DIRECTIONS FOR THIS TASK -
Exact copies of all the lines below are required, with the pictures omitted.

**** INFORMATION GIVEN

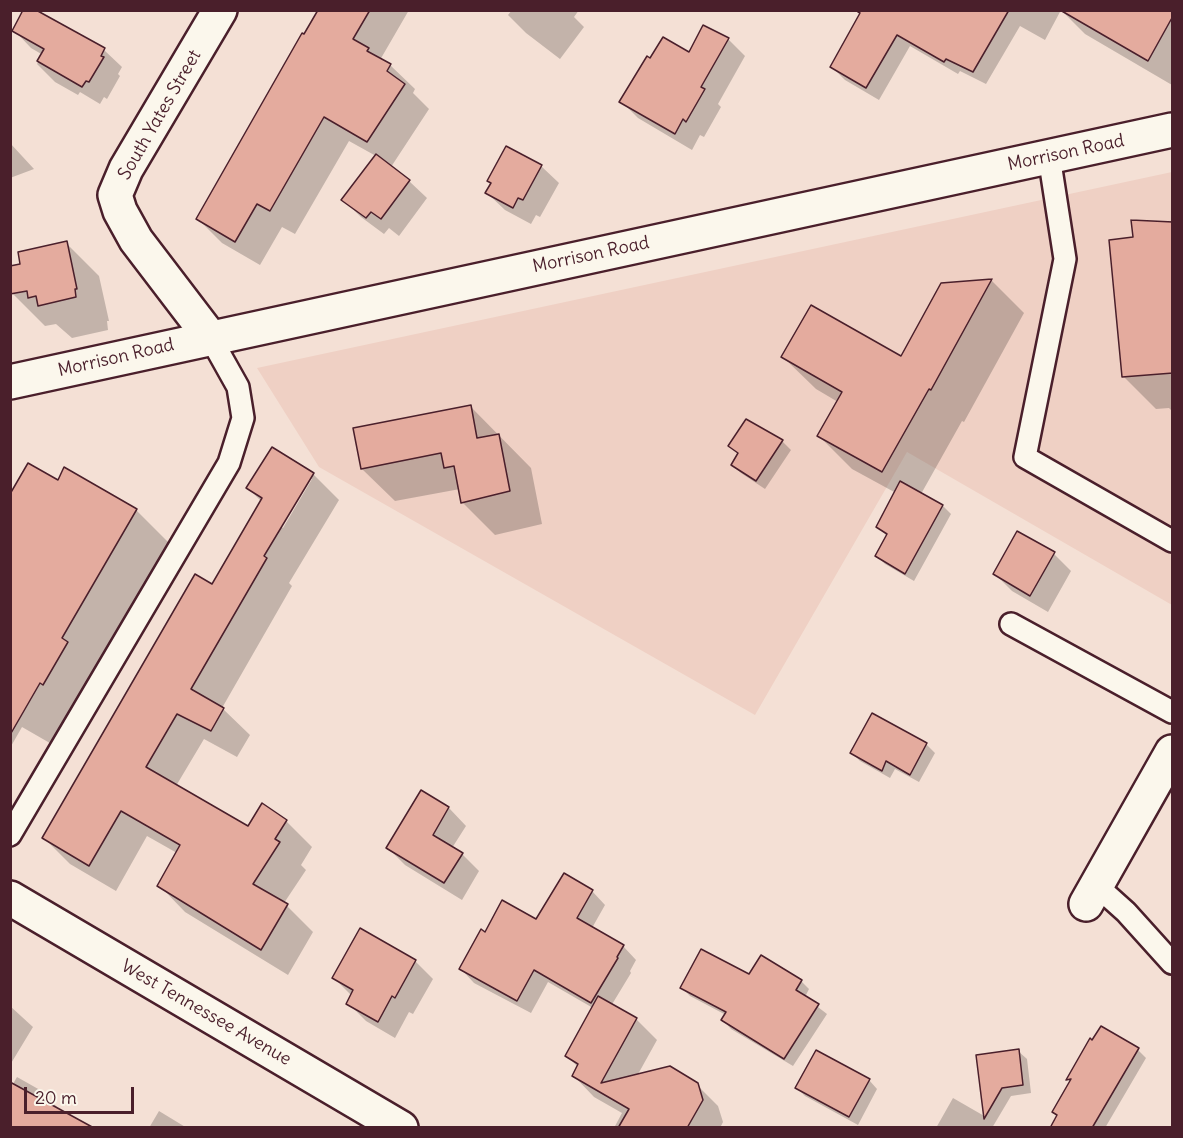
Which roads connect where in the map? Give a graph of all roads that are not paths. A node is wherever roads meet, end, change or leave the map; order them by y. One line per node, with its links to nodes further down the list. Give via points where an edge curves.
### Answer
1 (220, 10): 4 (main road, South Yates Street, via 126,169 116,195 120,212 136,240)
2 (1173, 130): 3 (main road, Morrison Road)
3 (1049, 156): 4 (main road, Morrison Road); 6 (lane, via 1065,259 1024,457)
4 (210, 338): 5 (main road, Morrison Road); 10 (lane, via 240,397 243,418 229,462)
5 (10, 382)
6 (1173, 541)
7 (1011, 624): 8 (lane)
8 (1173, 712)
9 (1173, 752): 11 (main road)
10 (10, 835)
11 (1092, 895): 13 (lane, via 1126,912)
12 (10, 898): 14 (main road, West Tennessee Avenue)
13 (1173, 963)
14 (401, 1128)

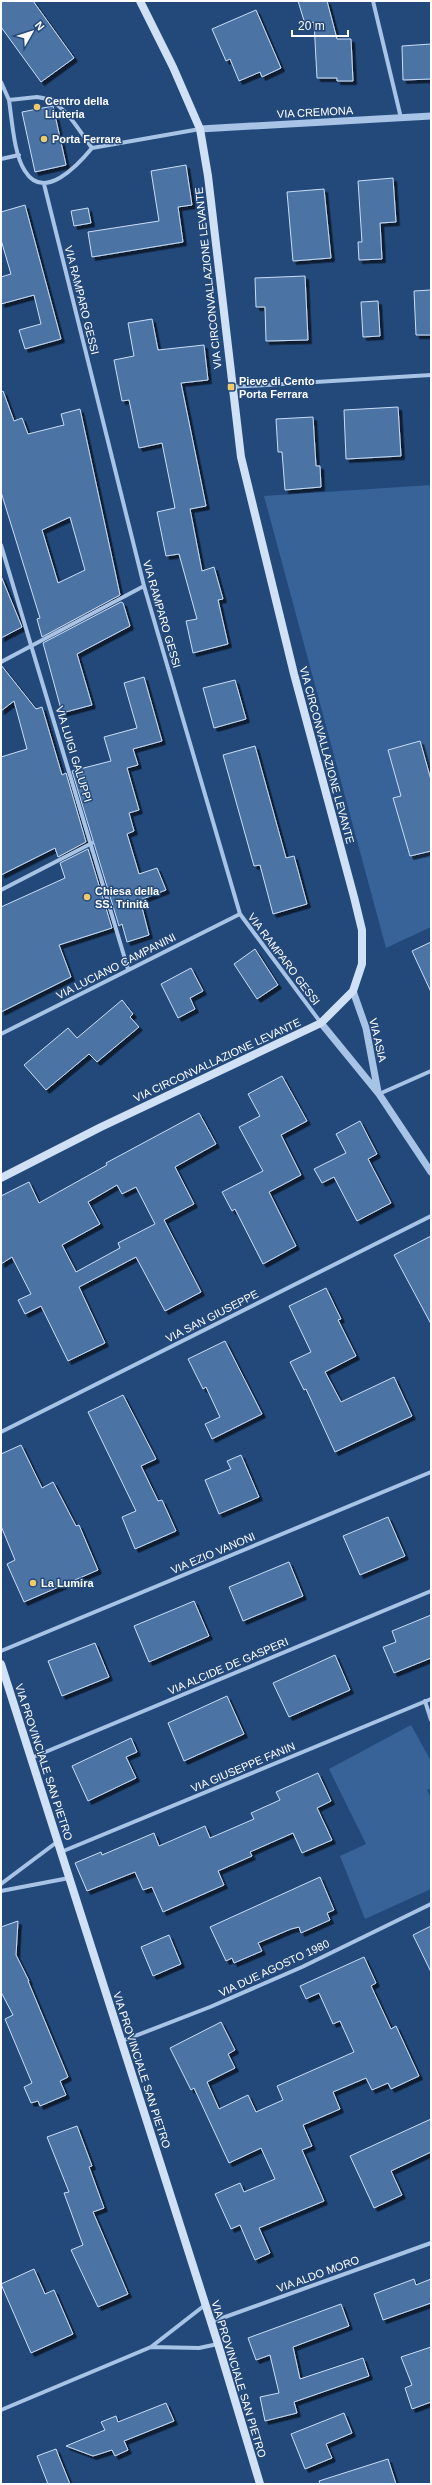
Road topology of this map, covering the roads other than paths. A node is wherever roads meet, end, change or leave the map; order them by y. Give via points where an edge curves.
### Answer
1 (140, 1) edge
2 (373, 1) edge
3 (1, 82) edge
4 (9, 100) junction
5 (431, 116) edge
6 (401, 118) junction
7 (200, 129) junction
8 (92, 148) junction
9 (19, 155) junction
10 (1, 159) edge
11 (44, 184) junction
12 (431, 375) edge
13 (232, 387) junction
14 (1, 545) edge
15 (144, 586) junction
16 (32, 645) junction
17 (1, 662) edge
18 (92, 843) junction
19 (1, 890) edge
20 (240, 914) junction
21 (128, 969) junction
22 (353, 991) junction
23 (321, 1024) junction
24 (1, 1034) edge
25 (431, 1071) edge
26 (378, 1094) junction
27 (431, 1172) edge
28 (1, 1178) edge
29 (431, 1216) edge
30 (1, 1432) edge
31 (431, 1472) edge
32 (431, 1591) edge
33 (1, 1651) edge
34 (1, 1664) edge
35 (431, 1699) edge
36 (425, 1701) junction
37 (431, 1720) edge
38 (31, 1758) junction
39 (58, 1842) junction
40 (61, 1852) junction
41 (69, 1878) junction
42 (1, 1884) edge
43 (1, 1891) edge
44 (431, 1904) edge
45 (121, 2041) junction
46 (431, 2243) edge
47 (205, 2305) junction
48 (211, 2322) junction
49 (218, 2344) junction
50 (151, 2347) junction
51 (1, 2410) edge
52 (260, 2484) edge

1 - 7 main road, VIA CIRCONVALLAZIONE LEVANTE
2 - 6 street
3 - 4 street
4 - 8 street via 49,98 62,108
4 - 9 street
5 - 6 street, VIA CREMONA
6 - 7 street, VIA CREMONA
7 - 8 street
7 - 13 main road, VIA CIRCONVALLAZIONE LEVANTE via 208,176
8 - 11 street via 74,169
9 - 10 street
9 - 11 street via 24,171 32,180
11 - 15 street, VIA RAMPARO GESSI
12 - 13 street
13 - 22 main road, VIA CIRCONVALLAZIONE LEVANTE via 245,472 294,674 362,930 362,964
14 - 16 street, VIA LUIGI GALUPPI
15 - 16 street
15 - 20 street, VIA RAMPARO GESSI
16 - 17 street
16 - 18 street, VIA LUIGI GALUPPI
18 - 19 street
18 - 21 street, VIA LUIGI GALUPPI
20 - 21 street, VIA LUCIANO CAMPANINI
20 - 23 street, VIA RAMPARO GESSI
21 - 24 street, VIA LUCIANO CAMPANINI
22 - 23 main road, VIA CIRCONVALLAZIONE LEVANTE
22 - 26 street, VIA ASIA via 366,1028
23 - 26 street, VIA ASIA
23 - 28 main road, VIA CIRCONVALLAZIONE LEVANTE via 108,1124
25 - 26 street
26 - 27 street, VIA ASIA
29 - 30 street, VIA SAN GIUSEPPE
31 - 33 street, VIA EZIO VANONI
32 - 38 street, VIA ALCIDE DE GASPERI
34 - 38 main road, VIA PROVINCIALE SAN PIETRO
35 - 36 street, VIA GIUSEPPE FANIN
36 - 37 street
36 - 40 street, VIA GIUSEPPE FANIN
38 - 39 main road, VIA PROVINCIALE SAN PIETRO
39 - 40 main road, VIA PROVINCIALE SAN PIETRO
39 - 42 street
40 - 41 main road, VIA PROVINCIALE SAN PIETRO
41 - 43 street
41 - 45 main road, VIA PROVINCIALE SAN PIETRO
44 - 45 street, VIA DUE AGOSTO 1980 via 302,1967 210,2007
45 - 47 main road, VIA PROVINCIALE SAN PIETRO
46 - 48 street, VIA ALDO MORO
47 - 48 main road, VIA PROVINCIALE SAN PIETRO
47 - 50 street
48 - 49 main road, VIA PROVINCIALE SAN PIETRO
49 - 50 street via 199,2348
49 - 52 main road, VIA PROVINCIALE SAN PIETRO
50 - 51 street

********

ANSWER -
Which roads connect where in the map? Give a graph of all roads that are not paths. A node is wherever roads meet, end, change or leave the map; order them by y. One line per node, with its links to nodes further down the list. Give via points where an edge curves.
### Answer
1 (220, 10): 4 (main road, South Yates Street, via 126,169 116,195 120,212 136,240)
2 (1173, 130): 3 (main road, Morrison Road)
3 (1049, 156): 4 (main road, Morrison Road); 6 (lane, via 1065,259 1024,457)
4 (210, 338): 5 (main road, Morrison Road); 10 (lane, via 240,397 243,418 229,462)
5 (10, 382)
6 (1173, 541)
7 (1011, 624): 8 (lane)
8 (1173, 712)
9 (1173, 752): 11 (main road)
10 (10, 835)
11 (1092, 895): 13 (lane, via 1126,912)
12 (10, 898): 14 (main road, West Tennessee Avenue)
13 (1173, 963)
14 (401, 1128)

Road topology of this map, covering the roads other than paths. A node is wherever roads meet, end, change or leave the map; order them by y. Give via points where an edge curves.
### Answer
1 (140, 1) edge
2 (373, 1) edge
3 (1, 82) edge
4 (9, 100) junction
5 (431, 116) edge
6 (401, 118) junction
7 (200, 129) junction
8 (92, 148) junction
9 (19, 155) junction
10 (1, 159) edge
11 (44, 184) junction
12 (431, 375) edge
13 (232, 387) junction
14 (1, 545) edge
15 (144, 586) junction
16 (32, 645) junction
17 (1, 662) edge
18 (92, 843) junction
19 (1, 890) edge
20 (240, 914) junction
21 (128, 969) junction
22 (353, 991) junction
23 (321, 1024) junction
24 (1, 1034) edge
25 (431, 1071) edge
26 (378, 1094) junction
27 (431, 1172) edge
28 (1, 1178) edge
29 (431, 1216) edge
30 (1, 1432) edge
31 (431, 1472) edge
32 (431, 1591) edge
33 (1, 1651) edge
34 (1, 1664) edge
35 (431, 1699) edge
36 (425, 1701) junction
37 (431, 1720) edge
38 (31, 1758) junction
39 (58, 1842) junction
40 (61, 1852) junction
41 (69, 1878) junction
42 (1, 1884) edge
43 (1, 1891) edge
44 (431, 1904) edge
45 (121, 2041) junction
46 (431, 2243) edge
47 (205, 2305) junction
48 (211, 2322) junction
49 (218, 2344) junction
50 (151, 2347) junction
51 (1, 2410) edge
52 (260, 2484) edge

1 - 7 main road, VIA CIRCONVALLAZIONE LEVANTE
2 - 6 street
3 - 4 street
4 - 8 street via 49,98 62,108
4 - 9 street
5 - 6 street, VIA CREMONA
6 - 7 street, VIA CREMONA
7 - 8 street
7 - 13 main road, VIA CIRCONVALLAZIONE LEVANTE via 208,176
8 - 11 street via 74,169
9 - 10 street
9 - 11 street via 24,171 32,180
11 - 15 street, VIA RAMPARO GESSI
12 - 13 street
13 - 22 main road, VIA CIRCONVALLAZIONE LEVANTE via 245,472 294,674 362,930 362,964
14 - 16 street, VIA LUIGI GALUPPI
15 - 16 street
15 - 20 street, VIA RAMPARO GESSI
16 - 17 street
16 - 18 street, VIA LUIGI GALUPPI
18 - 19 street
18 - 21 street, VIA LUIGI GALUPPI
20 - 21 street, VIA LUCIANO CAMPANINI
20 - 23 street, VIA RAMPARO GESSI
21 - 24 street, VIA LUCIANO CAMPANINI
22 - 23 main road, VIA CIRCONVALLAZIONE LEVANTE
22 - 26 street, VIA ASIA via 366,1028
23 - 26 street, VIA ASIA
23 - 28 main road, VIA CIRCONVALLAZIONE LEVANTE via 108,1124
25 - 26 street
26 - 27 street, VIA ASIA
29 - 30 street, VIA SAN GIUSEPPE
31 - 33 street, VIA EZIO VANONI
32 - 38 street, VIA ALCIDE DE GASPERI
34 - 38 main road, VIA PROVINCIALE SAN PIETRO
35 - 36 street, VIA GIUSEPPE FANIN
36 - 37 street
36 - 40 street, VIA GIUSEPPE FANIN
38 - 39 main road, VIA PROVINCIALE SAN PIETRO
39 - 40 main road, VIA PROVINCIALE SAN PIETRO
39 - 42 street
40 - 41 main road, VIA PROVINCIALE SAN PIETRO
41 - 43 street
41 - 45 main road, VIA PROVINCIALE SAN PIETRO
44 - 45 street, VIA DUE AGOSTO 1980 via 302,1967 210,2007
45 - 47 main road, VIA PROVINCIALE SAN PIETRO
46 - 48 street, VIA ALDO MORO
47 - 48 main road, VIA PROVINCIALE SAN PIETRO
47 - 50 street
48 - 49 main road, VIA PROVINCIALE SAN PIETRO
49 - 50 street via 199,2348
49 - 52 main road, VIA PROVINCIALE SAN PIETRO
50 - 51 street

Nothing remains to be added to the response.